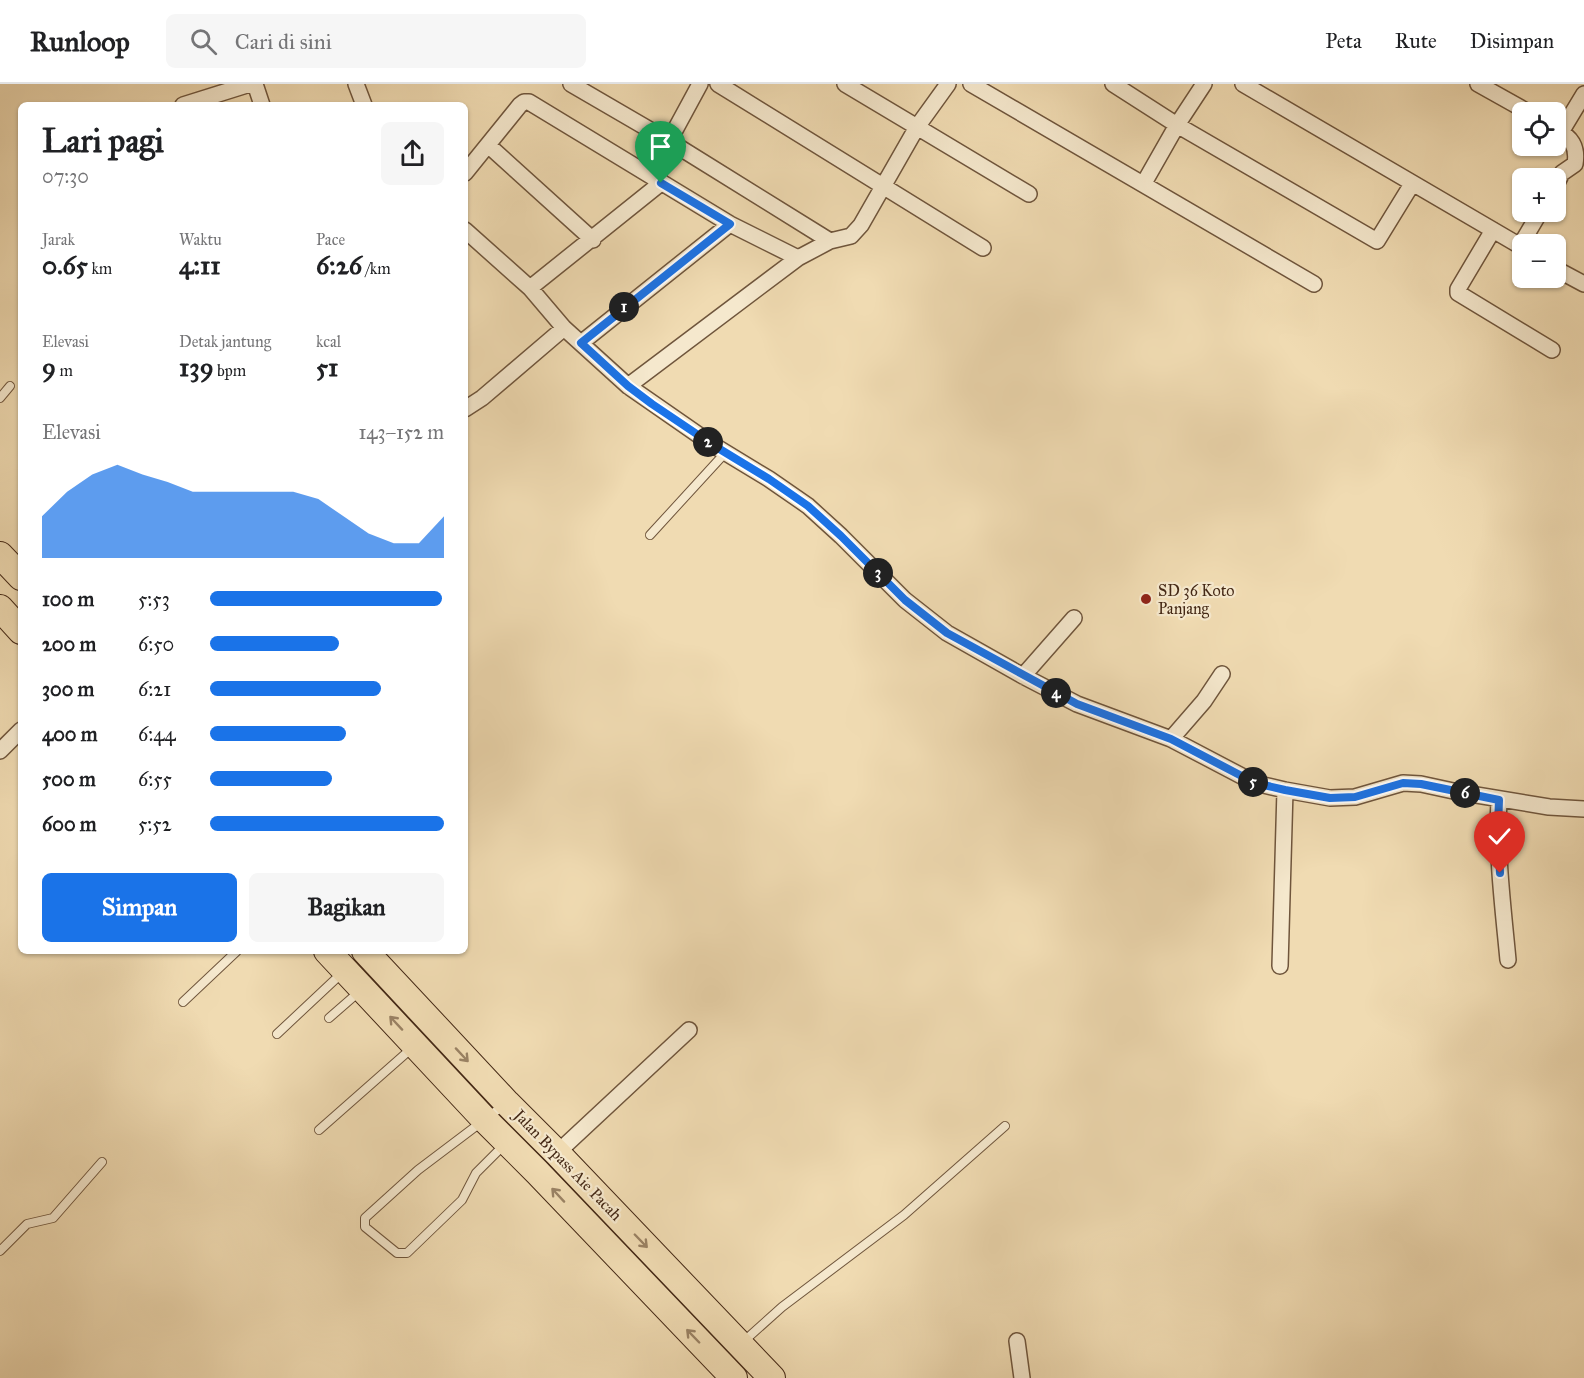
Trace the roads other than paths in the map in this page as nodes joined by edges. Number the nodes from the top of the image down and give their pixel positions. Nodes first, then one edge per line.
1 (250, 84) edge
2 (255, 84) edge
3 (356, 84) edge
4 (571, 84) edge
5 (700, 84) edge
6 (718, 84) edge
7 (846, 84) edge
8 (948, 84) edge
9 (971, 84) edge
10 (1113, 84) edge
11 (1204, 84) edge
12 (1243, 84) edge
13 (1478, 84) edge
14 (1584, 94) edge
15 (193, 102) edge
16 (261, 102) edge
17 (363, 102) edge
18 (1512, 103) edge
19 (1566, 119) edge
20 (1177, 125) junction
21 (917, 128) junction
22 (1566, 138) edge
23 (669, 141) junction
24 (488, 145) junction
25 (468, 169) edge
26 (1566, 170) edge
27 (661, 183) junction
28 (1144, 183) junction
29 (1412, 184) junction
30 (882, 187) junction
31 (1029, 194) dead end
32 (730, 224) junction
33 (1493, 230) junction
34 (468, 233) edge
35 (593, 240) junction
36 (830, 241) junction
37 (1512, 242) edge
38 (983, 248) dead end
39 (798, 258) junction
40 (1566, 274) edge
41 (1314, 284) dead end
42 (1584, 284) edge
43 (530, 288) junction
44 (564, 328) junction
45 (581, 343) junction
46 (1552, 350) dead end
47 (10, 386) dead end
48 (628, 386) junction
49 (0, 398) edge
50 (468, 408) edge
51 (726, 452) junction
52 (650, 535) dead end
53 (0, 555) edge
54 (18, 574) edge
55 (0, 608) edge
56 (1074, 618) dead end
57 (18, 628) edge
58 (1222, 674) dead end
59 (1023, 676) junction
60 (18, 733) edge
61 (1171, 739) junction
62 (0, 751) edge
63 (1285, 790) junction
64 (1499, 800) junction
65 (1584, 809) edge
66 (234, 954) edge
67 (330, 954) edge
68 (368, 954) edge
69 (1508, 960) dead end
70 (1280, 966) dead end
71 (345, 969) junction
72 (363, 988) junction
73 (183, 1002) dead end
74 (329, 1018) dead end
75 (689, 1030) dead end
76 (277, 1034) dead end
77 (416, 1045) junction
78 (507, 1103) junction
79 (485, 1120) junction
80 (1005, 1126) dead end
81 (319, 1130) dead end
82 (506, 1142) junction
83 (558, 1153) junction
84 (102, 1162) dead end
85 (0, 1251) edge
86 (1017, 1341) dead end
87 (740, 1345) junction
88 (734, 1378) edge
89 (772, 1378) edge
90 (1022, 1378) edge

1 - 15 street
2 - 16 street
3 - 17 street
4 - 23 street
5 - 23 street
6 - 30 street
7 - 21 street
8 - 21 street
9 - 28 street
10 - 20 street
11 - 20 street
12 - 29 street
13 - 18 street
14 - 19 street
20 - 28 street
20 - 29 street
21 - 30 street
21 - 31 street
22 - 26 street
23 - 27 street
23 - 36 street
24 - 25 street
24 - 27 street
24 - 35 street
27 - 32 street
27 - 35 street
28 - 41 street
29 - 33 street
30 - 36 street
30 - 38 street
32 - 39 street
32 - 45 street
33 - 37 street
33 - 46 street
34 - 43 street
35 - 43 street
36 - 39 street
39 - 48 street
40 - 42 street
43 - 44 street
44 - 45 street
44 - 50 street
45 - 48 street
47 - 49 lane
48 - 51 street
51 - 52 lane
51 - 59 street
53 - 54 highway
55 - 57 highway
56 - 59 street
58 - 61 street
59 - 61 street
60 - 62 street
61 - 63 street
63 - 64 street
63 - 70 street
64 - 65 street
64 - 69 street
66 - 73 lane
67 - 71 highway
68 -> 78 highway, Jalan Bypass Aie Pacah
71 - 72 highway
71 - 76 lane
72 - 74 lane
77 -> 72 highway
75 - 83 street
77 - 79 highway
77 - 81 lane
78 - 79 lane
78 - 83 highway, Jalan Bypass Aie Pacah
79 - 82 highway
79 - 82 lane
80 - 87 lane
88 -> 82 highway
83 -> 87 highway, Jalan Bypass Aie Pacah
84 - 85 lane
86 - 90 street
87 - 89 highway, Jalan Bypass Aie Pacah

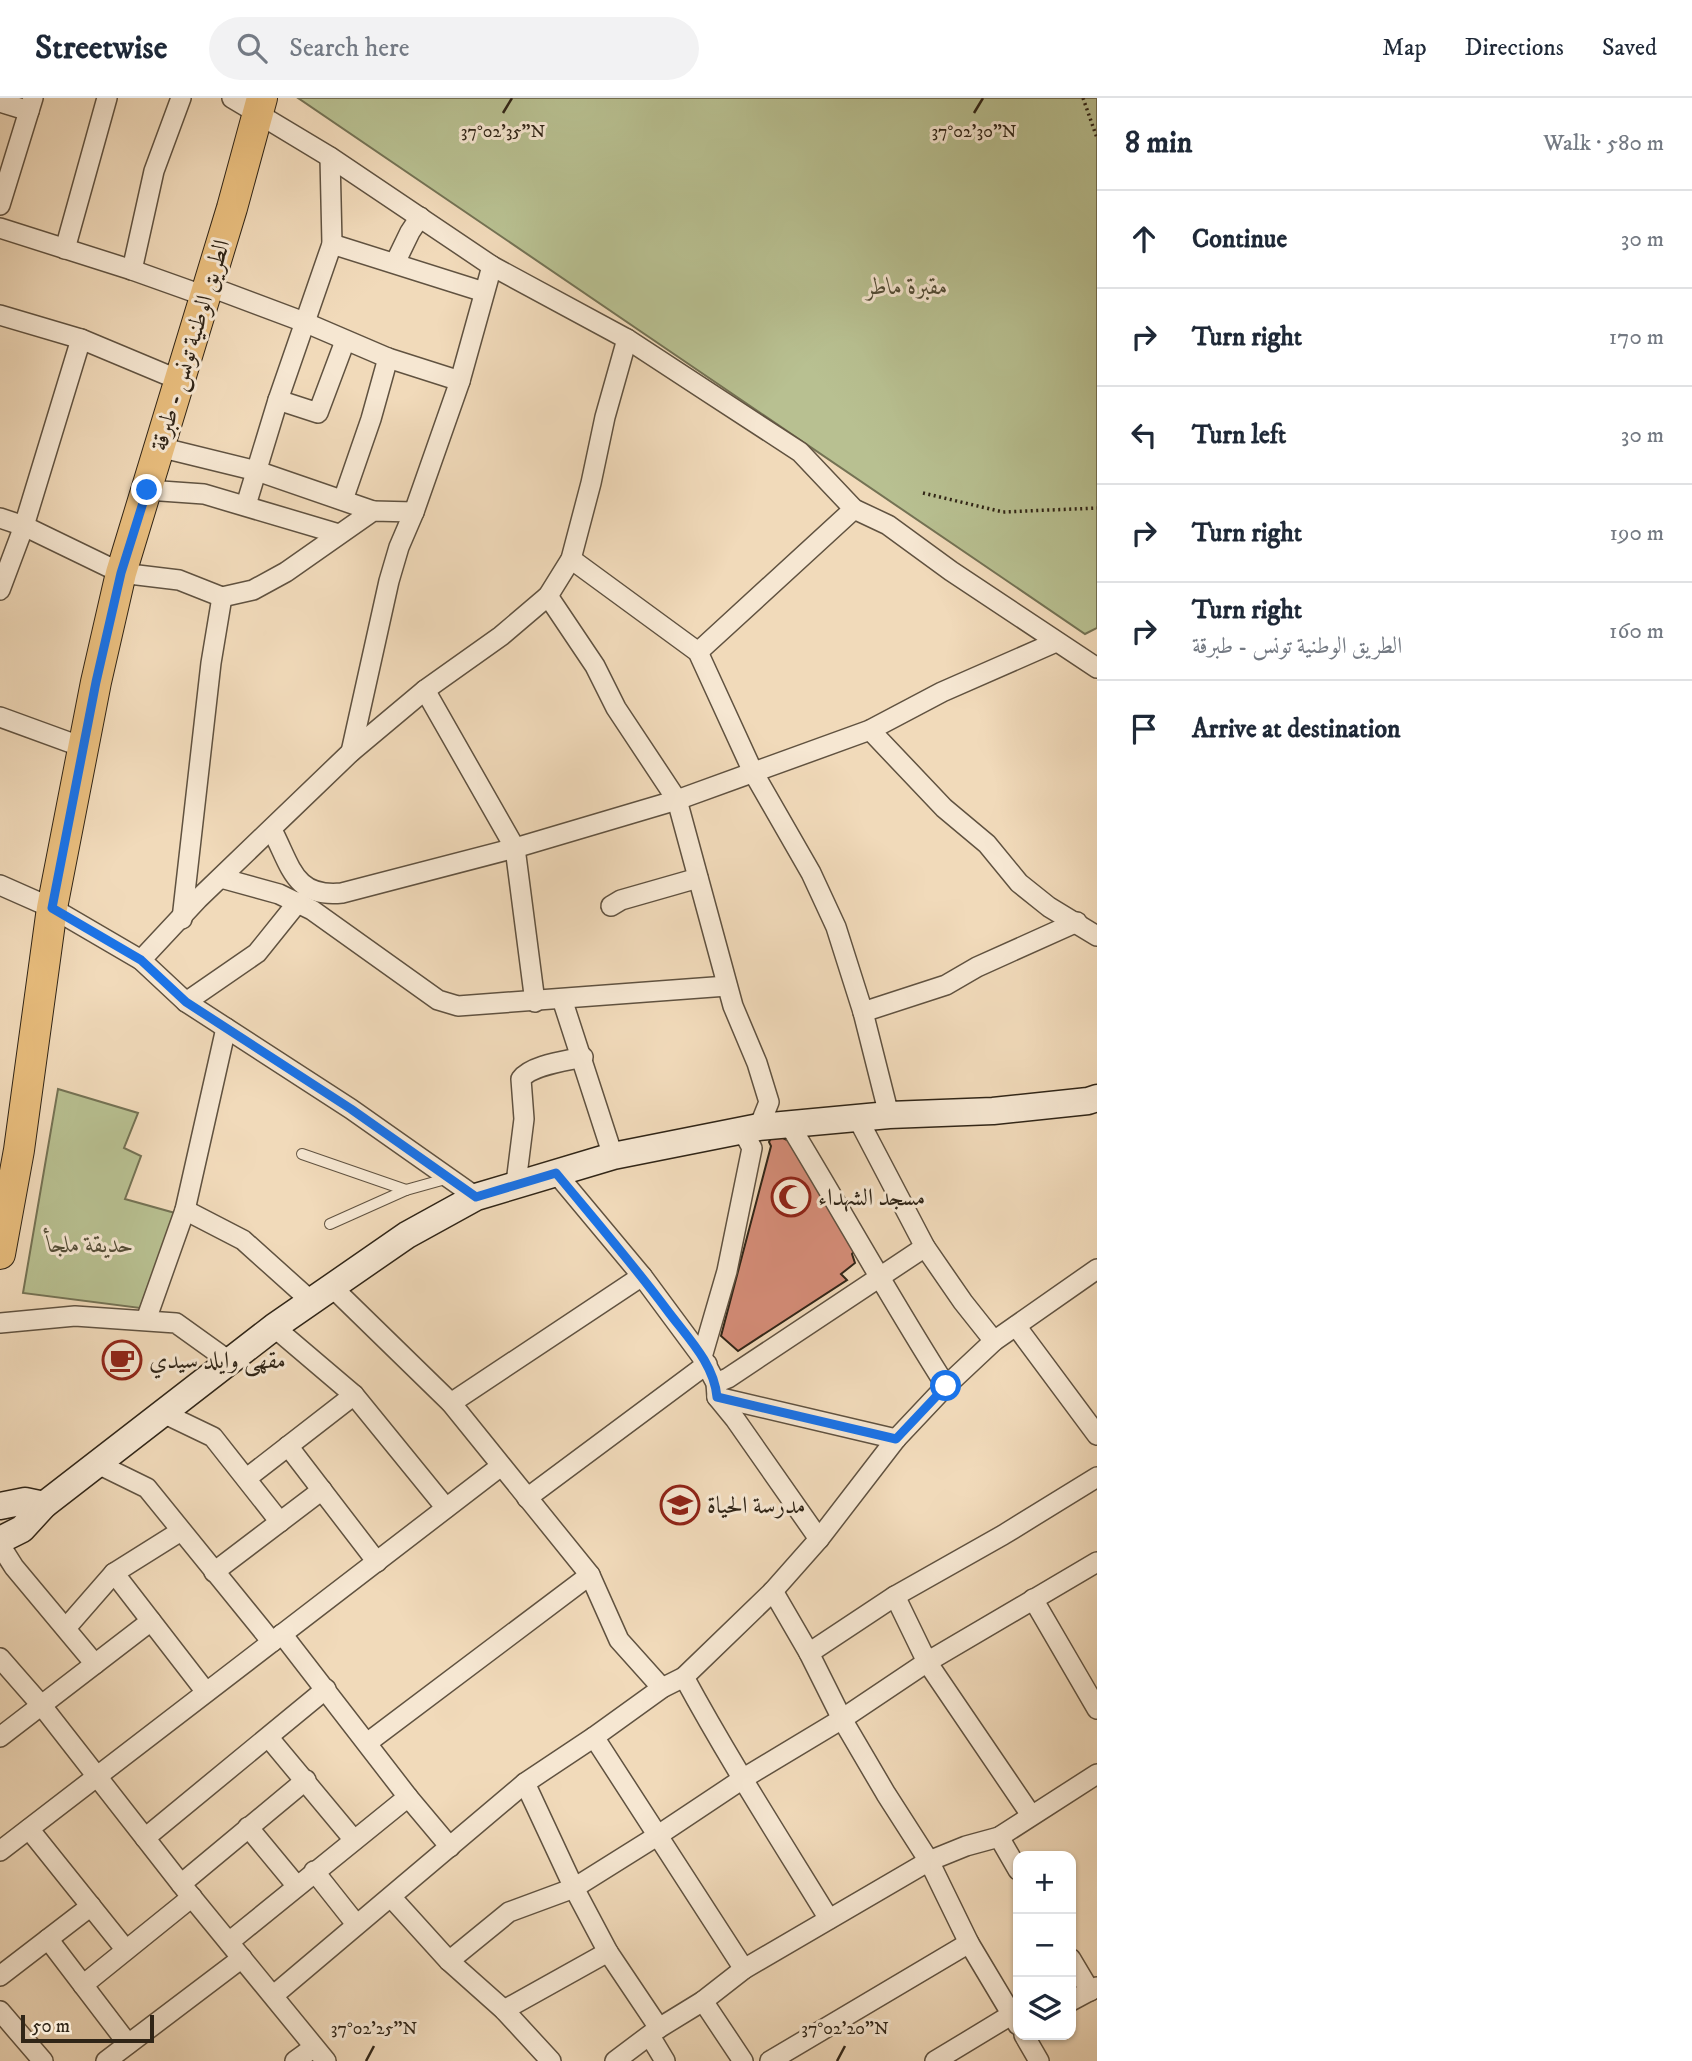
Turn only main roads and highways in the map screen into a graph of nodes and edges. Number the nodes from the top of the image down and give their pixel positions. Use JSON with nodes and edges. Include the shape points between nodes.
{"nodes":[{"id":1,"x":260,"y":106,"type":"edge"},
{"id":2,"x":1094,"y":1105,"type":"edge"},
{"id":3,"x":0,"y":1254,"type":"edge"},
{"id":4,"x":44,"y":1505,"type":"junction"},
{"id":5,"x":0,"y":1506,"type":"edge"},
{"id":6,"x":1,"y":1540,"type":"edge"}],
"edges":[{"from":1,"to":3,"type":"main road","name":"الطريق الوطنية تونس - طبرقة","via":[[121,573],[96,682],[52,908]]},
{"from":2,"to":4,"type":"main road","via":[[889,1115],[751,1129],[613,1156],[476,1197],[407,1234],[274,1327]]},
{"from":4,"to":5,"type":"main road","via":[[25,1501]]},
{"from":4,"to":6,"type":"main road","via":[[22,1529]]}]}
======
Exercise objective: Look through the entries above, find each line containing "edges", and copy it.

Output of the task:
Trace the roads other than paths in the map in this page as nodes joined by edges. Number the nodes from the top of the image down and give their pixel positions. Nodes first, then one edge per line.
Turn only main roads and highways in the map screen into a graph of nodes and edges. Number the nodes from the top of the image down and give their pixel positions. Use JSON with nodes and edges. Include the shape points between nodes.
"edges":[{"from":1,"to":3,"type":"main road","name":"الطريق الوطنية تونس - طبرقة","via":[[121,573],[96,682],[52,908]]},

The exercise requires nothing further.